Trump reinstates Cuba on state sponsor of terror list
WASHINGTON, United States — US President Donald Trump on Monday promptly reversed Joe Biden's decision to remove Cuba from a blacklist of state sponsors of terrorism, announced days earlier as part of a deal to free prisoners.
In a statement issued hours after the inauguration, the White House said Trump had rescinded a long series of executive orders, including the decision on Cuba.
The Biden administration in its final days last week said it would remove Cuba from the list, which severely impedes foreign investment, in return for a promise to release 553 people -- including Cubans jailed in a crackdown on rare mass protests in 2021.

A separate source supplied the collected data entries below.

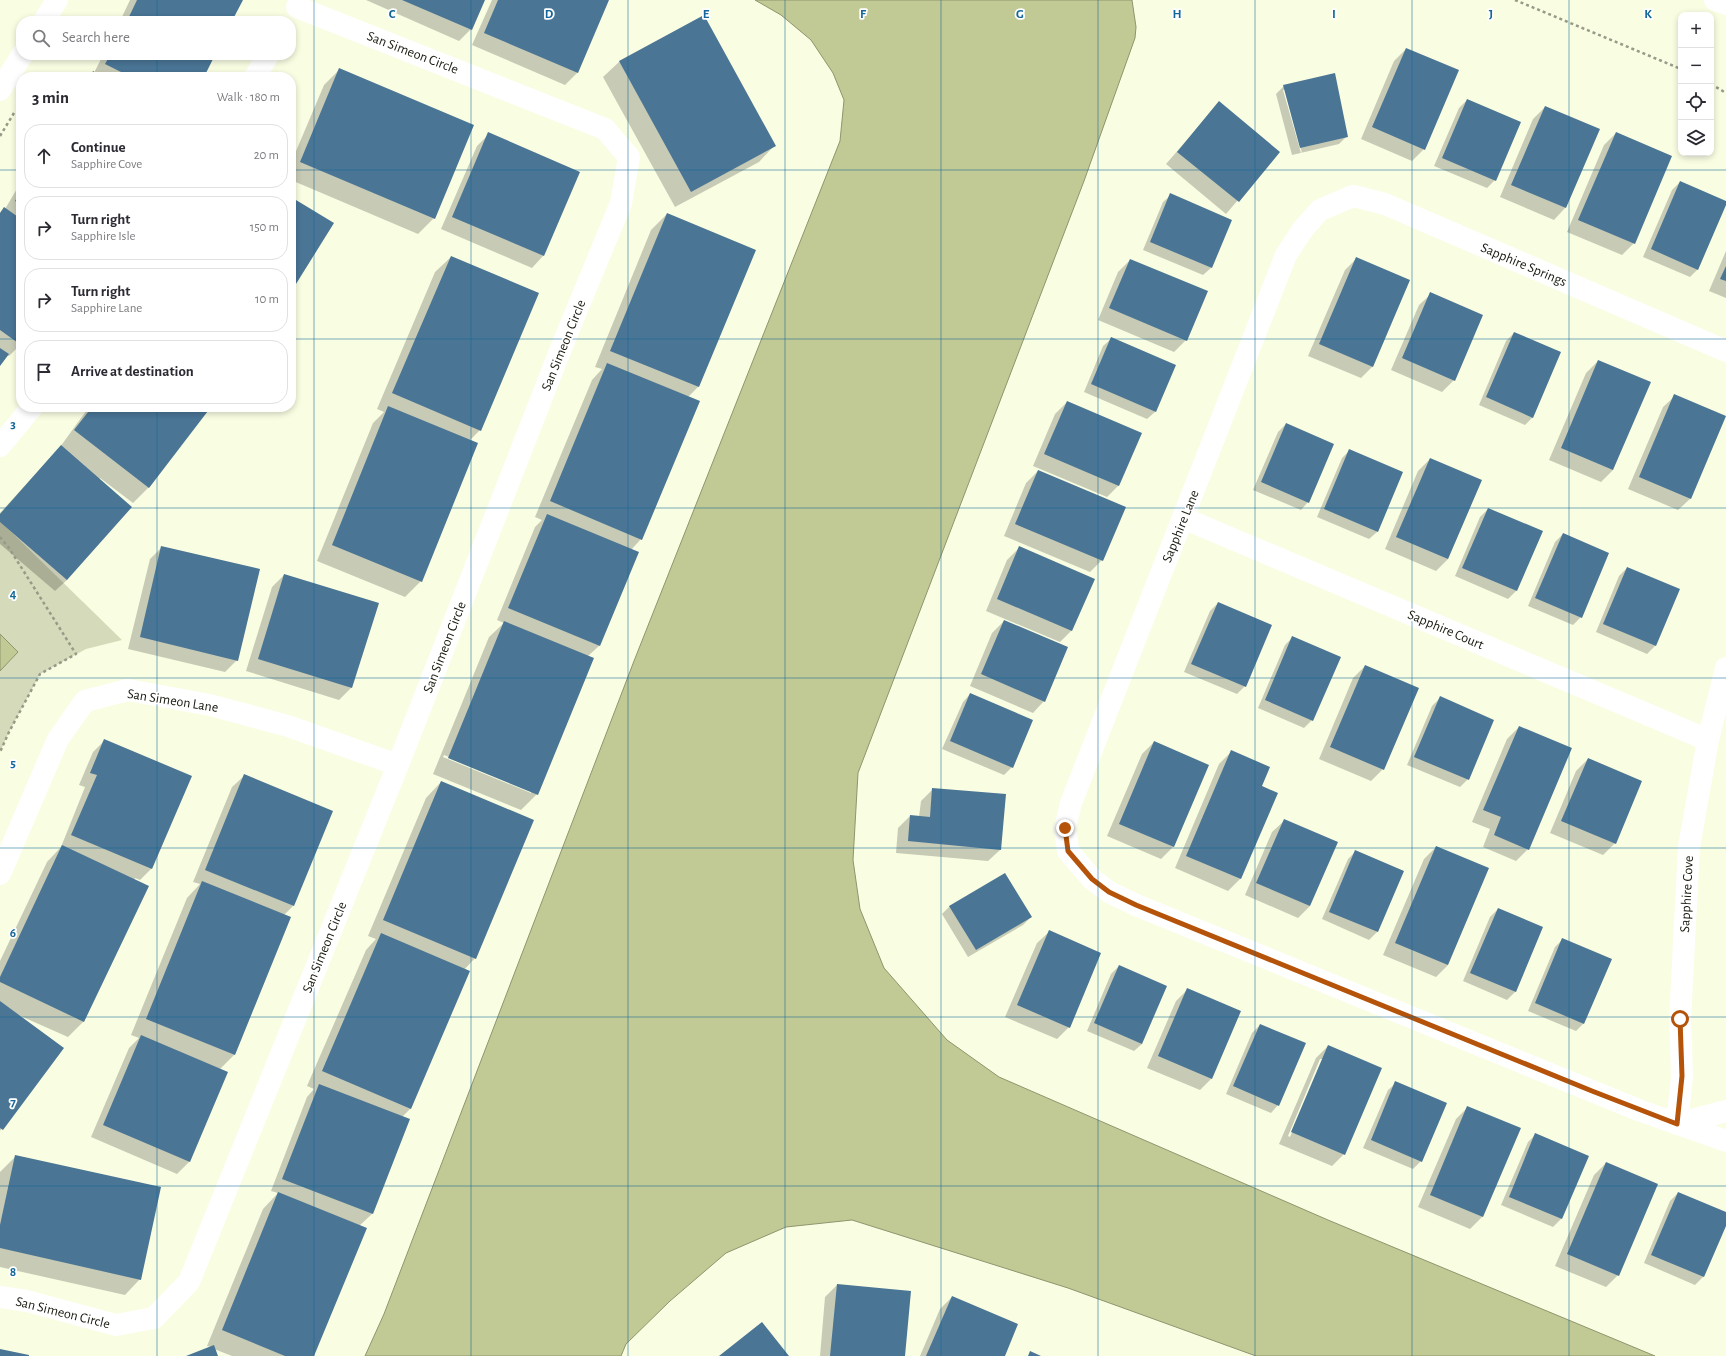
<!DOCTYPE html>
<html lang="en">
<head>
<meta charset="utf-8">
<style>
  body { margin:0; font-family:"Alegreya Sans",sans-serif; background:#f7f7f7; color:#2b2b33 }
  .controls { position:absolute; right:12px; top:12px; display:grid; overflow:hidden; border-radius:8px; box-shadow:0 2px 6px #0003 }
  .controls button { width:36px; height:36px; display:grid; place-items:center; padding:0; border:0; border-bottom:1px solid #e1e1e2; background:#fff; color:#2b2b33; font:20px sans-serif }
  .stop { position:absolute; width:12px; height:12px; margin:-9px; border:3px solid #b45309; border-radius:50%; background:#fff }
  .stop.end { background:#b45309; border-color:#fff; box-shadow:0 1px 4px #0008 }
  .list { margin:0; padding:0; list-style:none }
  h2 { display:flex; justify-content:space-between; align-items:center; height:52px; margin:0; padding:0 16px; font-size:17px }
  h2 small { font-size:13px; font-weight:400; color:#7c7c81 }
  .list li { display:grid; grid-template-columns:26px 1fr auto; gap:12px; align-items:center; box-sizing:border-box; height:64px; margin:0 8px 8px; padding:0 8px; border:1px solid #e1e1e2; border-radius:16px }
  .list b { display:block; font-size:15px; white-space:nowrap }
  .list p { margin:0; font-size:13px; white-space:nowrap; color:#7c7c81 }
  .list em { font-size:13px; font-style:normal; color:#7c7c81 }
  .icon { flex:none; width:22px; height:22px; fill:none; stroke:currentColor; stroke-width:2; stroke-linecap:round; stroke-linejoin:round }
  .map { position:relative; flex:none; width:1726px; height:1356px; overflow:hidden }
  .search { position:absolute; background:#fff; box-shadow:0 2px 6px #0003; left:16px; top:16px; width:280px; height:44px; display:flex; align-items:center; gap:10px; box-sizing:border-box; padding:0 14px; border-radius:16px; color:#7c7c81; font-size:15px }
  .panel { position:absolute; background:#fff; box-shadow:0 2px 6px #0003; left:16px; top:72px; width:280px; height:340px; border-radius:16px }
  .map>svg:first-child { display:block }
</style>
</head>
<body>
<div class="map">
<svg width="1726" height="1356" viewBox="0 0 1726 1356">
  <rect width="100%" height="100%" fill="#f9fde2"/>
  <path fill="#d5dabb" d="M0,521l122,119 -36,9 -46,25 -31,58 -9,20z"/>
  <path fill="#c1c995" stroke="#8f956d" d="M755,0h377l4,27 -1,11 -51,143 -226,592 -5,87 7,49 24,59 63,72 52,37 329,143 327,136h-399l-188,-68 -216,-68 -66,7 -60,26 -56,48 -44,43 -5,12h-256l19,-42 250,-653 206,-520 4,-41 -11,-27 -22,-33 -30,-25z
    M0,634l18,18 -18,19z"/>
  <path fill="#0003" fill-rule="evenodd" d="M130,0h111l-10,21h-111z
    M366,0h118l-13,29 -12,12z
    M492,0h116l-31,73 -12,12 -93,-40z
    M703,16l71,130 -15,16 -84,45 -72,-130 16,-15z
    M1406,49l18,100 -12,12 -51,-22 33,-78z
    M103,55h111l-12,22h-113l5,-4z
    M340,69l133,57 -39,92 -16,16 -127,-54v-17l33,-78z
    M1284,86l63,50 -8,8 -47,11 -16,-61zM1283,90h2l17,63h-1z
    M1467,100l28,80 -8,8 -53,-22 25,-58z
    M1219,103l60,49 -53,62 -60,-50z
    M1545,107l20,101 -11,12 -54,-23 33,-78z
    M1616,133l18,110 -12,12 -55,-23 37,-87z
    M489,134l90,38 -36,84 -11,12 -91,-39 36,-83z
    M21,182v162l-12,12 -2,-1 -7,9v-151l5,-4z
    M1680,182l46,20 -28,67 -8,8 -47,-20 29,-67z
    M1171,195l40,73 -8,7 -60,-25 20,-48z
    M667,214l88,36 -57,137 -10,10 -47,142 -10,11 -32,96 -11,10 -51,138 -16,16 -88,-36 56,-137 15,-14 -7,-3 38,-93 7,-7 -7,-3 57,-137 10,-11 -7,-2 56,-137zM444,755l87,36v2l-88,-36z
    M1726,251v47l-17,-7z
    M451,257l29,173 -10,10 -49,141 -16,16 -88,-36 56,-138 11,-11 -7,-3 58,-137z
    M1357,258l16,108 -12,12 -53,-22 37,-86z
    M1130,260l56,80 -12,12 -76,-32 20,-48z
    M1431,294l23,86 -12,12 -51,-22 28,-65z
    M1514,333l19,84 -8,8 -46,-20 27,-64z
    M1111,339l44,73 -8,7 -63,-27 19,-46z
    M1598,361l15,109 -12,12 -52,-22 37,-87z
    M1675,396l15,103 -12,11 -50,-21 35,-82z
    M1067,402l52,83 -12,12 -74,-31 22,-52z
    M89,407h121l-62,81 -15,15 -33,-25 -33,102 -12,11 -55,-47v-31l60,-66z
    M1286,424l22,78 -7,8 -48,-20 25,-58z
    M1350,450l27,82 -8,7 -52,-22 25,-59z
    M1430,459l51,22 -33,78 -12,12 -51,-22 33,-78z
    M1038,471l64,89 -12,12 -86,-36 22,-53z
    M1488,509l28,82 -8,8 -53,-23 25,-59z
    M1563,534l18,83 -8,8 -45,-19 27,-64z
    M162,547l75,113 -12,12 -97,-23 22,-90z
    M1019,548l53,82 -12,12 -74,-31 21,-51z
    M1627,568l52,22 -24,56 -8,8 -51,-22 23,-56z
    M284,575l67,113 -12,12 -93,-29 26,-84z
    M1218,603l27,83 -8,8 -53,-22 26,-61z
    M1004,621l40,80 -11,12 -63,-27 22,-53z
    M1293,637l19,83 -8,8 -46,-20 27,-63z
    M1365,666l18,103 -12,12 -52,-22 34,-81z
    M970,694l42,73 -8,8 -62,-26 21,-47z
    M1440,698l28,81 -8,8 -53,-22 25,-59z
    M1519,727l9,122 -12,12 -33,-14 7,-18 -18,-7 35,-83z
    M105,740l46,129 -11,11 -5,-2 -1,2 -50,141 -16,16 -52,-23 46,34 -62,83v-170l47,-99 14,-15 24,-60 -6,-2 14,-33z
    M1154,742l54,23 -35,82 -12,12 -54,-23 35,-82z
    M1231,752l30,35 16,6 -37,86 -12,12 -53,-23 44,-104z
    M1588,759l27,84 -12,12 -53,-22 26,-62z
    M244,776l49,130 -9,9 -50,140 -14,14 7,3 -38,90 -12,12 -86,-37 38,-89 10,-10 -8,-3 56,-137 13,-14 -7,-2 39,-95z
    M441,782l34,176 -11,12 -53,138 -9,9 -30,97 -13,12 -46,130h-81l-18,-7 3,7h-29l23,-9 -4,-1 56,-137 15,-16 -7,-2 36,-94 7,-8 -7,-3 59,-136 10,-11 -8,-3 58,-138z
    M933,789l67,61 -12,11 -92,-8 2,-25 12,-12 9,1 2,-16z
    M1284,821l26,85 -12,12 -53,-23 27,-63z
    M1436,847l12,118 -12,12 -53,-22 41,-96z
    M1356,851l47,20 -26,61 -8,8 -47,-21 26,-60z
    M950,906l81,11 -8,8 -55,32 -26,-43z
    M1498,909l44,19 -27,64 -8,8 -44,-19 27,-64z
    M1049,932l20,95 -12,12 -52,-22 32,-74z
    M1563,939l20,85 -7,7 -48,-20 27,-64z
    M1119,966l23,78 -8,7 -47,-20 24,-57z
    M1188,989l23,90 -11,11 -53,-22 29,-67z
    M1260,1025l18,80 -7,8 -45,-19 26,-61z
    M1328,1046l16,108 -12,12 -53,-22 37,-86zM1320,1059h3l-33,78 -2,-1z
    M1396,1083l25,78 -8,8 -50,-21 25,-58z
    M1468,1107l51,22 -37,88 -12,12 -52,-22 38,-88z
    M1536,1134l51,22 -26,63 -8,8 -52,-22 27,-63z
    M16,1156l124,123 -15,16 -125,-28v-95z
    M1606,1163l12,112 -12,12 -51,-21 39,-91z
    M1678,1193l48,20v10l-23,54 -8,8 -51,-22 26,-62z
    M837,1285l67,71h-84l5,-59z
    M952,1297l52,59h-84l20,-47z"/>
  <path fill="#4a7595" d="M137,0h106l-11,21h-105z
    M402,0h83l-13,30z
    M498,0h111l-31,73 -94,-40z
    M704,15l72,131 -85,46 -72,-131z
    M1406,48l53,22 -34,80 -53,-23z
    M110,55h105l-11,22h-73l-26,-13z
    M339,68l135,57 -39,94 -135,-57z
    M93,71l9,6h-12z
    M1335,73l13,64 -48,11 -17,-63z
    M1467,99l54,23 -25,59 -54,-23z
    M1219,101l61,51 -41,50 -62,-50z
    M1545,106l55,23 -34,79 -55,-23z
    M488,132l92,40 -36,84 -92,-39z
    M1616,132l56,24 -37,88 -57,-24z
    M1680,181l46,20v4l-28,65 -47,-21z
    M21,191v13l-6,-3z
    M1170,193l62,27 -20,48 -62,-26z
    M291,197l43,26 -43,69z
    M4,207l17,12v126l-21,-15v-117z
    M667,213l89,37 -57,137 -89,-36z
    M451,256l88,37 -58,138 -89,-38z
    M1356,257l54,23 -37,87 -54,-23z
    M1130,259l78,32 -21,50 -78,-33z
    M1726,266v15l-6,-2z
    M1430,292l53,23 -28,66 -53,-23z
    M1514,332l47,20 -28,66 -47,-21z
    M1111,337l65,28 -20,47 -65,-28z
    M0,348l9,6 -9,12z
    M1598,360l53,22 -38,88 -52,-22z
    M607,363l93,38 -58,139 -92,-39z
    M1674,394l52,22 -35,83 -52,-22z
    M1067,401l75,32 -23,53 -75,-32z
    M388,406l90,37 -56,139 -90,-37z
    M92,407h119l-62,81 -75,-58z
    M1286,423l48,21 -25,59 -48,-21z
    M61,445l71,62 -65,73 -67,-58v-8z
    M1349,449l54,23 -25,60 -54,-23z
    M1430,458l52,22 -34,79 -52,-22z
    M1038,470l88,37 -23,54 -88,-37z
    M1488,508l55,23 -26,60 -55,-23z
    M547,514l92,38 -39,94 -92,-38z
    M1563,533l46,20 -27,65 -47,-20z
    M161,546l99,23 -22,92 -98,-24z
    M1019,546l76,33 -23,52 -75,-32z
    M1627,567l53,22 -24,57 -53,-22z
    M284,574l95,29 -27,85 -94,-29z
    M1218,602l54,23 -26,62 -55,-23z
    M1004,620l64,27 -23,55 -64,-28z
    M504,621l90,37 -56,137 -90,-37z
    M1292,636l49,21 -28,64 -48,-21z
    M1365,665l54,23 -35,82 -54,-23z
    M970,693l63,27 -20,48 -63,-27z
    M1440,696l54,24 -25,60 -55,-23z
    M1519,726l53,22 -43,102 -35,-15 7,-18 -18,-7z
    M104,739l88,37 -40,93 -81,-34 26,-60 -7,-2z
    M1154,741l55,24 -35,82 -55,-23z
    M1231,750l39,17 -8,19 16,7 -37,86 -55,-23z
    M1588,758l54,23 -26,63 -55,-23z
    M244,774l89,37 -39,95 -89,-36z
    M441,781l93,39 -58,139 -93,-39z
    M932,788l74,6 -5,56 -93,-9 2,-26 20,2z
    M1284,819l54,23 -28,64 -54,-23z
    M62,845l87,41 -65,136 -84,-40v-5z
    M1436,846l53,22 -41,97 -53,-22z
    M1355,850l49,21 -26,61 -49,-20z
    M1005,873l27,44 -56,33 -27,-44z
    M202,881l89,36 -56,138 -89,-36z
    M1498,908l45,19 -27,65 -46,-19z
    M1049,930l52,23 -31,75 -53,-23z
    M381,933l89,38 -59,138 -89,-38z
    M1562,938l50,21 -28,65 -49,-21z
    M1119,965l48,21 -25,58 -48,-21z
    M1187,988l54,23 -29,68 -54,-23z
    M0,1001l64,47 -61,82 -3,-2z
    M1260,1024l46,19 -27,63 -46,-20z
    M141,1035l87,37 -38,90 -87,-37z
    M1328,1045l54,23 -37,87 -54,-23z
    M1395,1081l52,22 -25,59 -51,-22z
    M319,1084l91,35 -37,95 -91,-35z
    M1467,1106l54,22 -38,89 -53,-22z
    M1535,1133l54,23 -27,63 -53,-22z
    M15,1155l146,32 -20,93 -141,-32v-23z
    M1606,1162l52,22 -39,92 -52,-22z
    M278,1192l89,36 -53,128h-29l-63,-26z
    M1678,1192l48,20v14l-22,51 -53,-22z
    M837,1284l74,7 -6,65h-75z
    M952,1296l66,28 -13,32h-79z
    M762,1322l27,34h-70z
    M214,1345l4,11h-32z
    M0,1349l29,6v1h-29z
    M1030,1351l11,5h-13z"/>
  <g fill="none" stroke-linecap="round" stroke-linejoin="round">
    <path stroke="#979a87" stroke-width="2.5" stroke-dasharray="3 3" stroke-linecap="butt" d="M1515,0l166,69
      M1711,84l15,9
      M0,136l14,-23
      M0,537l9,11 67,106 -36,20 -31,58 -9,20"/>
    <path stroke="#fff" stroke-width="22" d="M44,21l13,-21
      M255,77l13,-22
      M0,90l22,-35
      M1726,351l-341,-147 -32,-8 -33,14 -17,19 -17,26 -215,548 -6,25 3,23 24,28 17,13 27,13 505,206 85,30
      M0,446l32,-39
      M1183,518l525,222
      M0,874l58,-135 27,-38 43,-11 82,15 78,21 110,39
      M1677,1124l5,-48 -2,-57 9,-172 19,-107 18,-72
      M1677,1124l49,-13
      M0,1297l27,4 89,24 38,-7 35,-36 209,-517 164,-419 59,-143 8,-46 -24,-28 -308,-122"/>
    <path stroke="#fff" stroke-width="22" d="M1715,0l11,4"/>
  </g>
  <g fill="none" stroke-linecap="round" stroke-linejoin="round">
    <path stroke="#b45309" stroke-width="5" d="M1065,828l3,23 24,28 17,13 27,13 456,186 85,33 5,-48 -2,-57"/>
  </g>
  <path fill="none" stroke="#146798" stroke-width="1" stroke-opacity="0.55" d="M157,0v21M314,0v1356M471,0v1356M628,0v1356M785,0v1356M941,0v1356M1098,0v1356M1255,0v1356M1412,0v1356M1569,0v1356M157,55v22M0,170h21M291,170h1435M0,339h21M291,339h1435M157,407v949M0,508h1726M0,678h1726M0,848h1726M0,1017h1726M0,1186h1726"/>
  <g text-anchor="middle" stroke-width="3.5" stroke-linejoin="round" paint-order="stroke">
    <g font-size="14" fill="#191b11" stroke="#fff">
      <text transform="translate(413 52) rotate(21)" y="5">San Simeon Circle</text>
      <text transform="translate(1524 264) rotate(23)" y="5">Sapphire Springs</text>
      <text transform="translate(563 345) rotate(-68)" y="5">San Simeon Circle</text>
      <text transform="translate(1180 526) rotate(-68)" y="5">Sapphire Lane</text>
      <text transform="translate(1446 629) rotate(23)" y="5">Sapphire Court</text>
      <text transform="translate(444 647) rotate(-69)" y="5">San Simeon Circle</text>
      <text transform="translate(173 700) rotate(9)" y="5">San Simeon Lane</text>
      <text transform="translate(1686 894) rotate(-87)" y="5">Sapphire Cove</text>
      <text transform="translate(324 947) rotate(-68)" y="5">San Simeon Circle</text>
      <text transform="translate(63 1312) rotate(14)" y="5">San Simeon Circle</text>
    </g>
  </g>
  <g font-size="13" text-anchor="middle" font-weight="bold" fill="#146798" stroke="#fff" stroke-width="3.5" stroke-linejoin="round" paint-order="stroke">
    <text x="392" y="18">C</text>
    <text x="549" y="18">D</text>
    <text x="706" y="18">E</text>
    <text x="863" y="18">F</text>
    <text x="1020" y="18">G</text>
    <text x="1177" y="18">H</text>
    <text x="1334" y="18">I</text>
    <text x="1491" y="18">J</text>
    <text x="1648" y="18">K</text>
    <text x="13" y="428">3</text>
    <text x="13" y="598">4</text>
    <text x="13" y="767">5</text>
    <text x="13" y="937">6</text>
    <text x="13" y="1106">7</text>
    <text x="13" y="1276">8</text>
  </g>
</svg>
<div class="controls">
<button>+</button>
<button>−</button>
<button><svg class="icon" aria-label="locate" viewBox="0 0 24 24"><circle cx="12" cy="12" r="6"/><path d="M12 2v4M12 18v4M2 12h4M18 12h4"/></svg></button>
<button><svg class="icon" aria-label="layers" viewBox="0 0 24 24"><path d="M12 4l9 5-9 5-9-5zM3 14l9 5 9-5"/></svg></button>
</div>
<div class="stop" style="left:1680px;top:1019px"></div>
<div class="stop end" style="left:1065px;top:828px"></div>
<div class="search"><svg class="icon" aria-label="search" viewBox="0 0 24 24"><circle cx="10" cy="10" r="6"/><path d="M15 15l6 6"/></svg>Search here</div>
<section class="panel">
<h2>3 min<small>Walk · 180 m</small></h2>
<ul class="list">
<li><svg class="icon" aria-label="ahead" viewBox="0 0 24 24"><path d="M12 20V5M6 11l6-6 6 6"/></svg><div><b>Continue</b><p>Sapphire Cove</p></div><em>20 m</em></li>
<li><svg class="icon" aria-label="right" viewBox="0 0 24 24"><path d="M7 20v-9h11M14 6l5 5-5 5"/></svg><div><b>Turn right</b><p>Sapphire Isle</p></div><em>150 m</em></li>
<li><svg class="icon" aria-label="right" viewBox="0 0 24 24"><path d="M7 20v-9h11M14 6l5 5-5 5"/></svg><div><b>Turn right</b><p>Sapphire Lane</p></div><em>10 m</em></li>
<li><svg class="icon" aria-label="arrive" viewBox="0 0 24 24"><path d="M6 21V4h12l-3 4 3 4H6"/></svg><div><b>Arrive at destination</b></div></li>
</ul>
</section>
</div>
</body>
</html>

Cuba had gone ahead with releasing prisoners, including opposition leader Daniel Ferrer.
Cuban President Miguel Diaz-Canel said that Trump was acting out of "arrogance and disregard for the truth."
"This is not surprising. His goal is to keep accelerating the cruel economic war against Cuba with a goal of domination," he wrote on X.
Trump himself had made a decision in his final days in office in 2021 to put Cuba back on the list, reversing a reconciliation drive under former president Barack Obama.
The White House did not describe reasons for reversing Biden's order or whether it expected the move to impact freed prisoners.
But new Secretary of State Marco Rubio, a Cuban-American staunchly opposed to the communist island's government, told his confirmation hearing last week that he had "zero doubt" that Cuba belonged on the list.
The last Trump administration in 2021 had also cited Cuba's refusal to extradite back to Colombia members of the militant group ELN.
Colombia has since elected a leftist president, Gustavo Petro, who dropped the arrest warrants, although conflict with the ELN has erupted again in recent days, with at least 100 people dead.
Rubio told his confirmation hearing that another Colombian guerrilla group, the FARC, "has had the full support of the Cuban regime throughout their entire existence" and that Cuba has been "openly friendly" toward Palestinian militants Hamas and Lebanon's Hezbollah, both designated by Washington as terrorist groups.
"We know as well that the Cuban regime, for example, hosts not one but two countries' espionage stations within their national territory, 90 miles from the shores of the United States," Rubio said.
Only three other countries are on the list of state sponsors of terror: Iran, North Korea and Syria, where longtime leader Bashar al-Assad was toppled last month.